Liebe Mitglieder der Hermannus-Gemeinschaft, liebe Hermann-Verehrer,
dass zum Jahreswechsel Fragen mit politischer Relevanz gestellt werden, das ist normal; dass aber im Advent und an Weihnachten Wahlkampf stattfindet und Wahlprognosen den Menschen wichtig sind, das lässt an frohen und gesegneten Weihnachten Zweifel aufkommen. Die politischen Gegebenheiten wollen es so und gefährden damit die Grundbotschaft von Weihnachten von der Geburt des Erlösers und des Heilsgeschehens für die gesamte Menschheit nachhaltig.
Vor einer besonderen Herausforderung stehen wir als Christen in unserem Land, denn wir haben in doppelter Hinsicht zu wählen und eine Entscheidung zu treffen.
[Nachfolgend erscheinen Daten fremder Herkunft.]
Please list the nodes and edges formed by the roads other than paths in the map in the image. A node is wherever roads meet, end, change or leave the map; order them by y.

In der Adventszeit stellt sich uns die Frage: wollen wir uns für den angekündigten Heiland und Erlöser entscheiden, der uns entgegenkommt, nicht mit lauter Wahlpropaganda oder mit gewagten Versprechungen, sondern in der Stille und im warmen Lichterschein, der die Dunkelheit durchbricht – mit der Einladung zu Besinnung, zu Versöhnung und Hoffnung auf eine bessere Welt im Einklang mit Gott, unserem Schöpfer.
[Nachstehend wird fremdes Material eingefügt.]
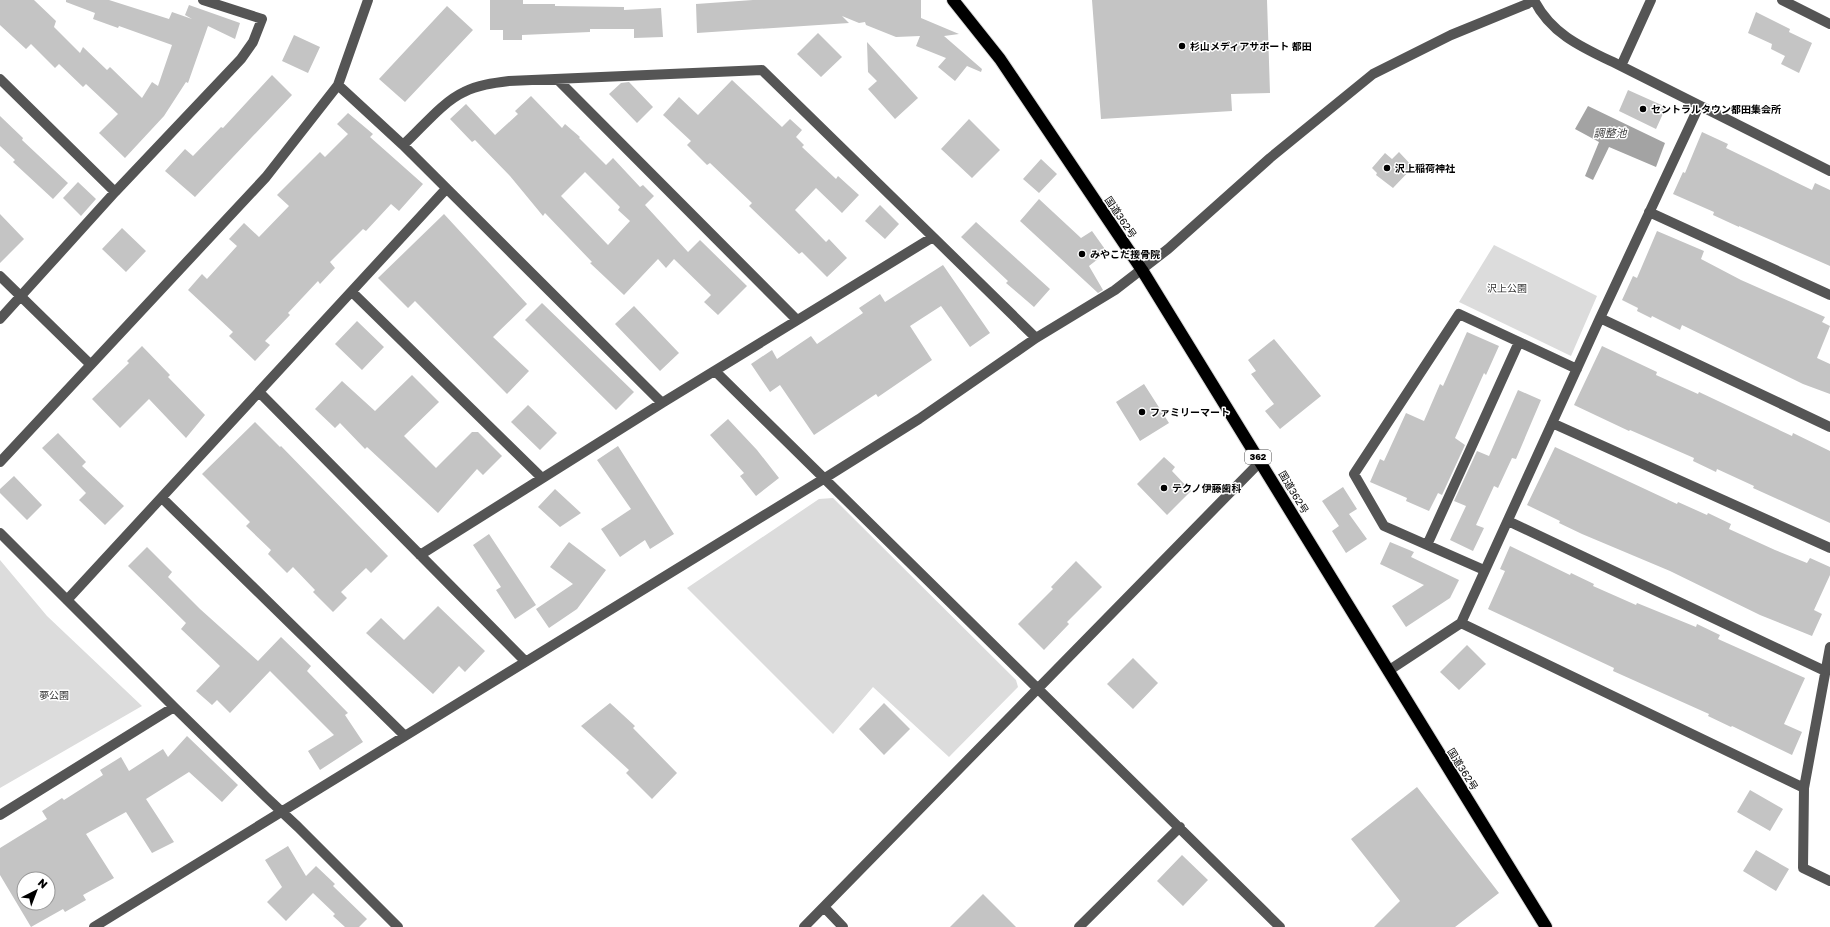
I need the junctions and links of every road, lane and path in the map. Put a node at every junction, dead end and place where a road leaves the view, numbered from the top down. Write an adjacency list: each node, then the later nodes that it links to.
1 (202, 0): 16 (street)
2 (368, 0): 11 (street)
3 (953, 0): 19 (highway, 国道362号 / 362)
4 (1533, 0): 8 (street); 19 (street)
5 (1651, 0): 8 (street)
6 (1782, 0): 7 (street)
7 (1830, 24)
8 (1621, 66): 12 (street)
9 (0, 79): 16 (street)
10 (558, 79): 13 (street); 18 (street); 26 (street)
11 (338, 85): 13 (street); 29 (street)
12 (1699, 106): 14 (street); 17 (street)
13 (403, 145): 15 (street)
14 (1830, 171)
15 (446, 189): 21 (street); 33 (street)
16 (115, 192): 23 (street)
17 (1649, 212): 22 (street); 24 (street)
18 (933, 237): 26 (street); 27 (street)
19 (1142, 270): 27 (street); 36 (highway, 国道362号 / 362)
20 (0, 276): 23 (street)
21 (352, 292): 32 (street); 38 (street)
22 (1830, 295)
23 (21, 297): 25 (street); 29 (street)
24 (1600, 318): 30 (street); 35 (street)
25 (0, 319)
26 (797, 320): 31 (street)
27 (1036, 338): 39 (street)
28 (1519, 342): 30 (street); 43 (street); 43 (street)
29 (90, 364): 37 (street)
30 (1577, 369): 34 (street)
31 (716, 371): 33 (street); 39 (street)
32 (259, 392): 40 (street); 45 (street)
33 (662, 402): 38 (street)
34 (1552, 423): 41 (street); 44 (street)
35 (1830, 427)
36 (1261, 461): 51 (highway, 国道362号 / 362); 53 (street)
37 (0, 462)
38 (542, 478): 45 (street)
39 (825, 478): 50 (street); 53 (street)
40 (162, 498): 47 (street); 55 (street)
41 (1508, 521): 46 (street); 52 (street)
42 (0, 533): 47 (street)
43 (1427, 545): 46 (street)
44 (1830, 548)
45 (420, 555): 50 (street)
46 (1484, 570): 48 (street)
47 (67, 600): 54 (street)
48 (1461, 624): 51 (street); 56 (street)
49 (1830, 647): 52 (street)
50 (525, 661): 55 (street)
51 (1388, 670): 68 (highway, 国道362号 / 362)
52 (1825, 671): 56 (street)
53 (1037, 688): 59 (street); 61 (street)
54 (174, 707): 57 (street); 58 (street)
55 (404, 735): 57 (street)
56 (1804, 788): 60 (street)
57 (282, 812): 62 (street); 63 (street)
58 (1, 813)
59 (1180, 827): 66 (street); 67 (street)
60 (1830, 881)
61 (824, 907): 64 (street); 65 (street)
62 (94, 927)
63 (398, 927)
64 (804, 927)
65 (843, 927)
66 (1079, 927)
67 (1280, 927)
68 (1546, 927)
Es ist das Geheimnis des Kindes von Weihnachten, dass es in scheinbarer Ohnmacht, die alles befreiende Macht der Liebe und Barmherzigkeit anzubieten hat. Es gibt kein größeres Geschenk, das der allmächtige Gott und Vater durch die Menschwerdung seines Sohnes machen kann und will. Das ist sein einmaliges Angebot, das wir wählen, für das wir uns entscheiden können. Allzu leicht kann es uns Gott aber nicht machen. Wir müssen gleichsam die laute und umtriebige Welt meiden und Zuflucht in die Stille nehmen, unser Herz öffnen für die richtige Wahl. Das Ergebnis kann sein, dass wir umkehren von einem verhängnisvollen Weg hin zu dem, der von sich selbst gesagt hat: Ich bin der Weg, die Wahrheit und das Leben. Das beinhaltet kein leeres Versprechen, sondern die Erfüllung eines Traumes von ewigem Glück und Seligkeit in einem anderen Leben, im Reich der Liebe. Weihnachten will uns einen Vorgeschmack davon geben.
Die folgende kleine Geschichte kann uns das Weihnachtsgeheimnis noch näher bringen:
Das Versteckspiel (Martin Buber)
Rabbi Baruchs Enkel, der Knabe Jechiel, spielte einst mit einem anderen Knaben Verstecken. Er verbarg sich gut und wartete, dass ihn sein Gefährte suchte. Als er lange gewartet hatte, kam er aus dem Versteck, aber der andere war nirgends zu sehen. Nun merkte Jechiel, dass jener ihn von Anfang an nicht gesucht hatte. Darüber musste er weinen, kam weinend in die Stube seines Großvaters gelaufen und beklagte sich über den bösen Spielgenossen. Da flossen Rabbi Baruch die Augen über, und er sagte: „So spricht Gott auch: „Ich verberge mich, aber keiner will mich suchen.“
Gott verbirgt sich. Er will, dass wir ihn suchen, weil er weiß, dass es für uns die größte Freude bedeutet, wenn wir ihn finden – weil wir dann das höchste Gut, die wahre Liebe finden. Deshalb lasst uns aufbrechen nach Betlehem! Die andere, uns aufgezwungene Wahl darf uns dabei kein Hindernis sein.
Ich wünsche Ihnen/Euch allen viel Freude bei der Begegnung mit dem göttlichen Kind. Es möge uns alle mit seinem Segen begleiten im neuen Jahr.